I have always felt that these many agencies are, in the very real sense, the body, and not so much the structure, but the lifeblood of the United Nations. For example, in the Mekong area, there has been a U.N. agency there all the time and it has been working on the development of the Mekong. And it has, despite the war and everything else, been going on and making some progress.

GETTING INFORMATION ABOUT THE U.N. OUT TO PEOPLE

We Americans know very little about this. How do we get information to our people about it? You know, we in public life find that people respond to what is on the television, what is in the newspapers; and they really do not read too much of these big journals that we like to publish our thoughtful, constructive, intellectual articles. You just have to face it; I used to look in my office, at a thousand letters a day, and I want to tell you, out of a thousand a day, there are two a week on the U.N. And I have a pretty intelligent population; we have a high degree of literacy; we have an international center in our community; we have a strong U.N. organization. But the reason for this is, that the only time anything ever gets reported on the United Nations is when somebody calls us a dirty name in the General Assembly, or when Arafat comes up there.
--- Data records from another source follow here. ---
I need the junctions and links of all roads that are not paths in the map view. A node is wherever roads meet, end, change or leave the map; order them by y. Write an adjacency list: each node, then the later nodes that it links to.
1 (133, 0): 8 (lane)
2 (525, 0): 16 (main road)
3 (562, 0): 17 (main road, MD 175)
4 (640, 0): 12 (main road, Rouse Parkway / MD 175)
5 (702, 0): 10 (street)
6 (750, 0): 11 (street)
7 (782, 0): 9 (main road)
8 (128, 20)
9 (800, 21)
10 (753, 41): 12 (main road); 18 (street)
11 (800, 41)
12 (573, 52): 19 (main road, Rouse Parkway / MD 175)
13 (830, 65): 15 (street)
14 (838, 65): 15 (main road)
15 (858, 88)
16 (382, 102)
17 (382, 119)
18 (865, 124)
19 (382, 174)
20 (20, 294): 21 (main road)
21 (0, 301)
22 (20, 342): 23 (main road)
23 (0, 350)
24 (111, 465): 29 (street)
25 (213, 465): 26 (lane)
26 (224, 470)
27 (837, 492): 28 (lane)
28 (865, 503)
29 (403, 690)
Some of you are in the media business. I am laying it on the line. I mean, after all, where do people get their education? Very little is taught about the United Nations in the school systems of our country, very little is taught about the rest of the world in the schools of our country. Most people do not go to college. People that testify here go to college; but a lot of the people that vote do not go to college-at least, they did not get to Harvard, and they did not get 4 years, or 6 or 8 years of college education. The trouble is that we talk to each other. We are floating around on cloud nine up here, and the folks are down there tilling the soil. All that those who are out there tilling the soil ever hear about these matters is when they hear about the bad things the Russians do, the bad things the Chinese do, and the bad things that happen in the United Nations. And it is inevitable that they are going to have a bad opinion because they do not have the time, nor have they had the orientation that brings them into a more positive understanding of what this is all about.

I think you are people who are tremendously important in all of this. You have a bigger job than even this committee. I think the committee will more or less respond to what happens at home. I know there are Members of Congress that would love to go along with us on many of these votes, but they listen back home, and all of a sudden they hear, no more of that U.N. stuff.
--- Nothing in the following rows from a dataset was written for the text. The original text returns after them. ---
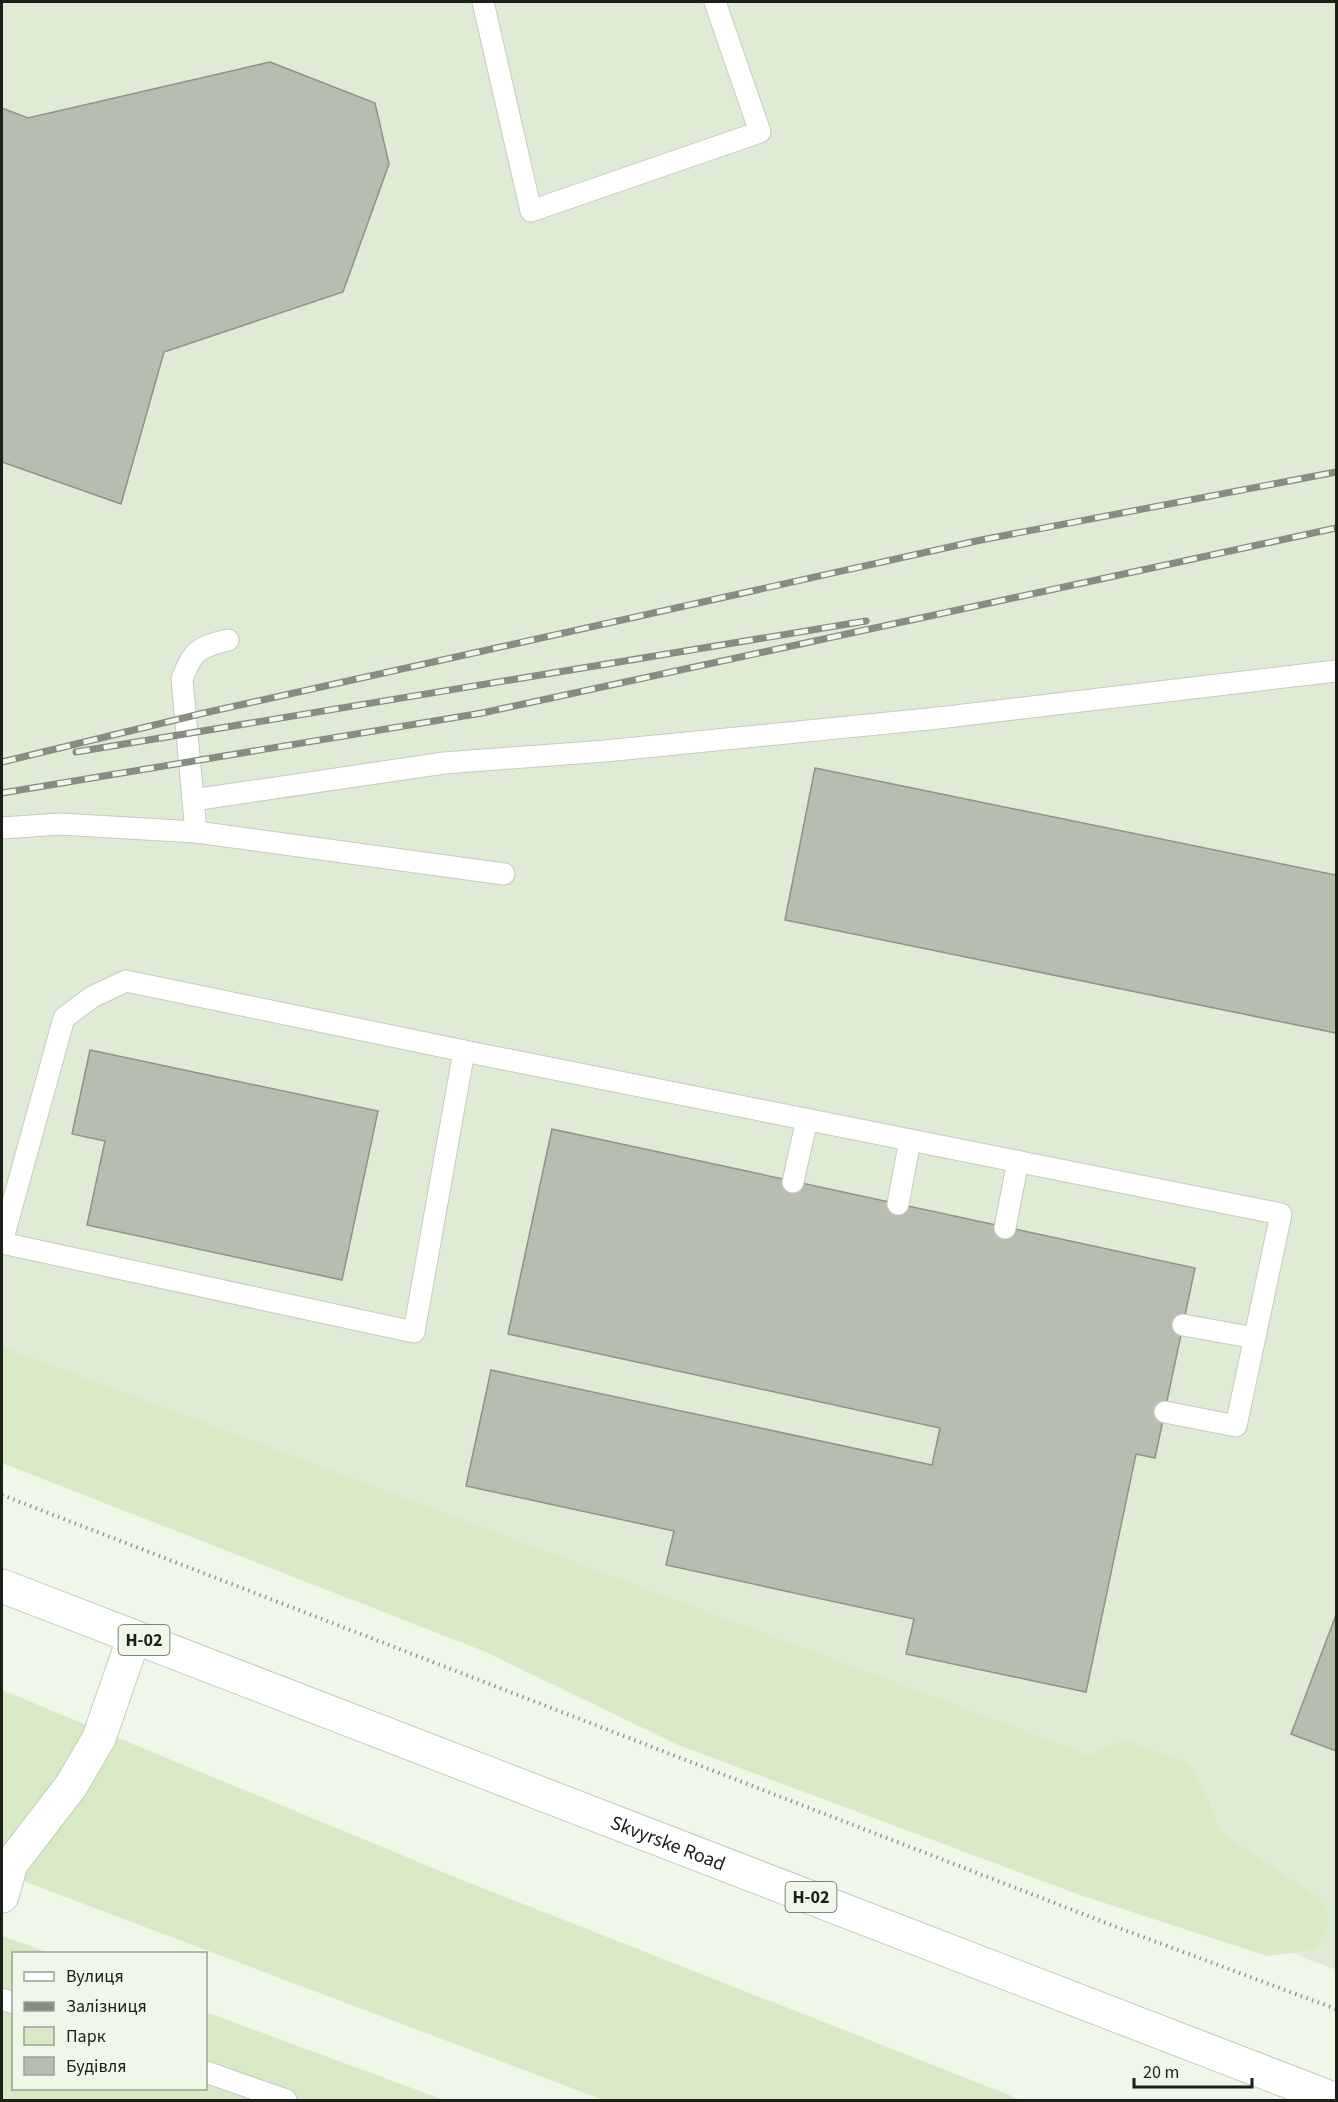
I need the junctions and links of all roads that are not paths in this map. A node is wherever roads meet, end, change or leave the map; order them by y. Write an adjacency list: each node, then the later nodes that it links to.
1 (483, 2): 2 (lane)
2 (715, 2)
3 (228, 640): 5 (lane)
4 (1336, 671): 5 (lane)
5 (193, 800): 7 (lane)
6 (2, 828): 7 (lane)
7 (196, 832): 8 (lane)
8 (504, 874)
9 (464, 1051): 10 (lane); 16 (lane); 16 (lane)
10 (807, 1119): 11 (lane); 13 (lane)
11 (910, 1140): 12 (lane); 14 (lane)
12 (1018, 1161): 15 (lane); 18 (lane)
13 (793, 1182)
14 (898, 1204)
15 (1005, 1228)
16 (2, 1242)
17 (1183, 1325): 18 (lane)
18 (1255, 1338): 19 (lane)
19 (1165, 1412)
20 (2, 1586): 21 (main road, Skvyrske Road / Н-02)
21 (134, 1637): 22 (main road); 25 (main road, Skvyrske Road / Н-02)
22 (2, 1896)
23 (207, 2072): 24 (lane)
24 (286, 2100)
25 (1336, 2100)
These public opinion polls are very reassuring for people that get the results that they like. But when it comes right down to the nittygritty, if some 75 percent of the people are for the United Nations, they have forgotten about it when we had the authorization and the. appropriations up here, I will tell you that. Because if we have 10

percent of the people being for something, we get much more support from that 10 percent than we get from the 75 percent.
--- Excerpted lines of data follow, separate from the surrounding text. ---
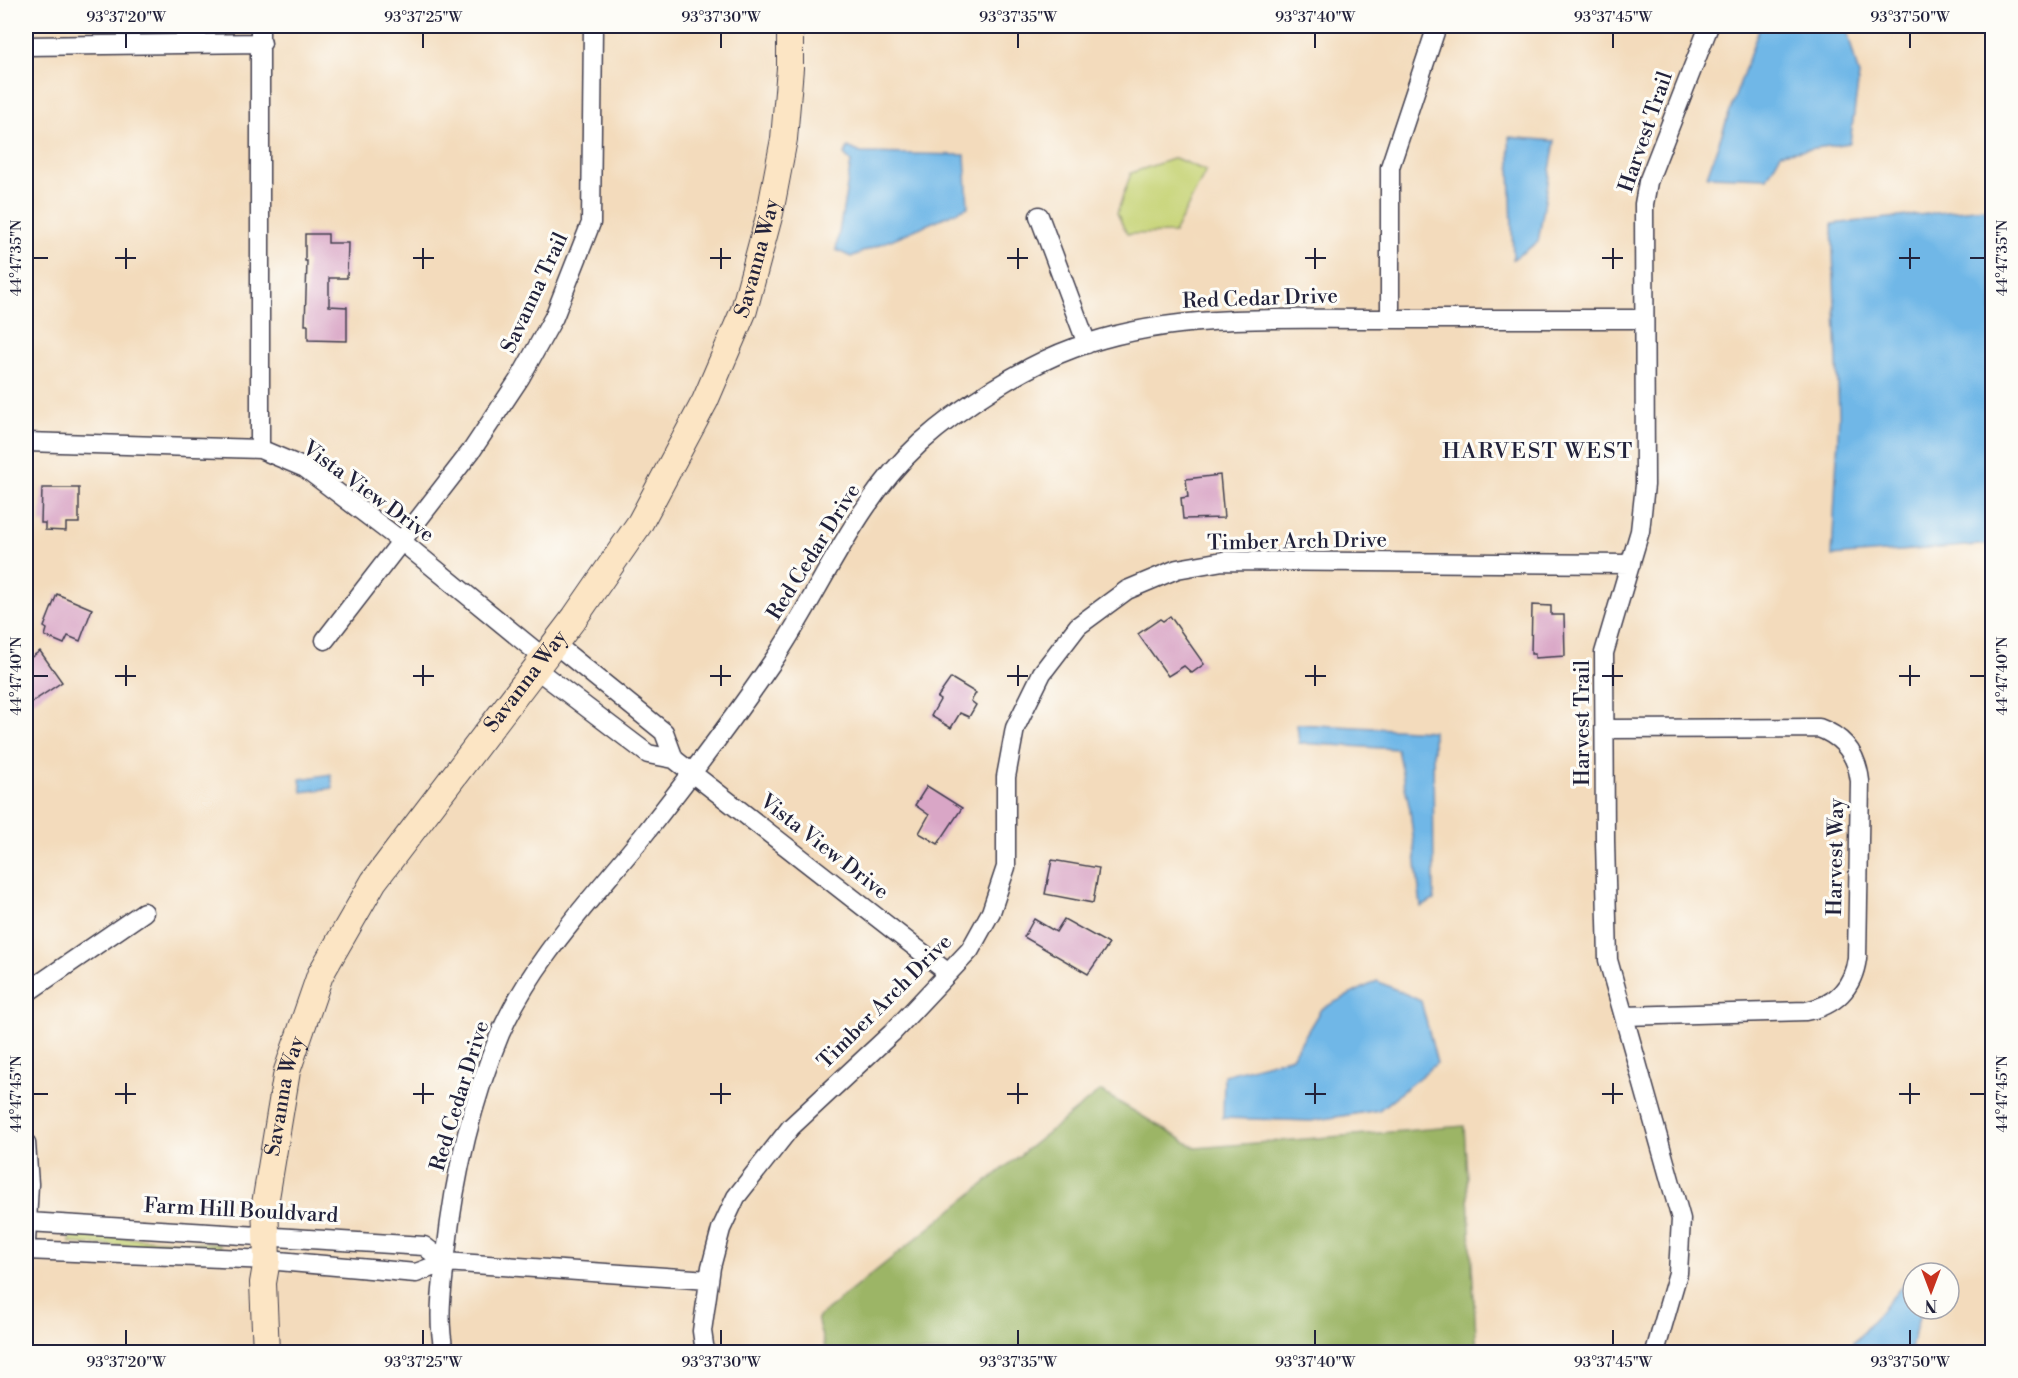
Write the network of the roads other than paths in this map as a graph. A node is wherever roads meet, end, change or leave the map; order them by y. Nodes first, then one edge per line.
1 (593, 26) edge
2 (790, 26) edge
3 (1437, 26) edge
4 (1709, 26) edge
5 (261, 34) edge
6 (26, 46) edge
7 (1039, 216) dead end
8 (1390, 319) junction
9 (1642, 319) junction
10 (1087, 344) junction
11 (26, 442) edge
12 (260, 448) junction
13 (400, 540) junction
14 (1631, 564) junction
15 (325, 640) dead end
16 (545, 657) junction
17 (1605, 729) junction
18 (674, 759) junction
19 (692, 773) junction
20 (144, 912) dead end
21 (947, 972) junction
22 (26, 993) edge
23 (1624, 1016) junction
24 (26, 1143) edge
25 (28, 1221) junction
26 (266, 1235) junction
27 (26, 1242) edge
28 (26, 1250) edge
29 (267, 1260) junction
30 (445, 1262) junction
31 (709, 1280) junction
32 (265, 1342) edge
33 (444, 1353) edge
34 (705, 1353) edge
35 (1655, 1353) edge

1 - 13 street, Savanna Trail
2 - 16 street, Savanna Way
3 - 8 street
4 - 9 street, Harvest Trail
5 - 6 street
5 - 12 street
7 - 10 street
8 - 9 street, Red Cedar Drive
8 - 10 street, Red Cedar Drive
9 - 14 street, Harvest Trail
10 - 19 street, Red Cedar Drive
11 - 12 street, Vista View Drive
12 - 13 street, Vista View Drive
13 - 15 street, Savanna Trail
13 - 16 street, Vista View Drive
14 - 17 street, Harvest Trail
14 - 21 street, Timber Arch Drive
16 - 18 street, Vista View Drive
16 - 18 street, Vista View Drive
16 - 26 street, Savanna Way
17 - 23 street, Harvest Trail
17 - 23 street, Harvest Way
18 - 19 street, Vista View Drive
19 - 21 street, Vista View Drive
19 - 30 street, Red Cedar Drive
20 - 22 street
21 - 31 street, Timber Arch Drive
23 - 35 street, Harvest Trail
24 - 25 street
25 - 26 street, Farm Hill Bouldvard
25 - 27 street
26 - 29 street, Savanna Way
26 - 30 street, Farm Hill Bouldvard
28 - 29 street, Farm Hill Bouldvard
29 - 30 street, Farm Hill Bouldvard
29 - 32 street, Savanna Way
30 - 31 street, Farm Hill Bouldvard
30 - 33 street, Red Cedar Drive
31 - 34 street, Timber Arch Drive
Now, what would you do to help me?

PEACE IS DULL READING

Miss FREDERICK. Well, Senator, I do not have an answer but I think we have to go back to the basic problem about publicity which was phrased by Thomas Hardy, and that is, war makes rattling good history, but peace is dull reading.

The public has to realize that there is news that is not necessarily conflict and controversy.

Senator HUMPHREY. Wait a minute. Let me just take exception to that.

I think that is the definition of news handed me by the representatives of the media. I think that it is not dull reading to read about a U.N. organization that has moved into an area and cleaned up disease, helped fix up homes, cleaned out debris.

As a matter of fact, when we have a cyclone and we have a lot of them and tornadoes in the United States-it is on the TV all the time. They are showing how the folks all got together and fixed up the town, and how the United Fund helped out. And they will put that on every once in a while. Of course, they have to have a tornado before they do that; I realize that.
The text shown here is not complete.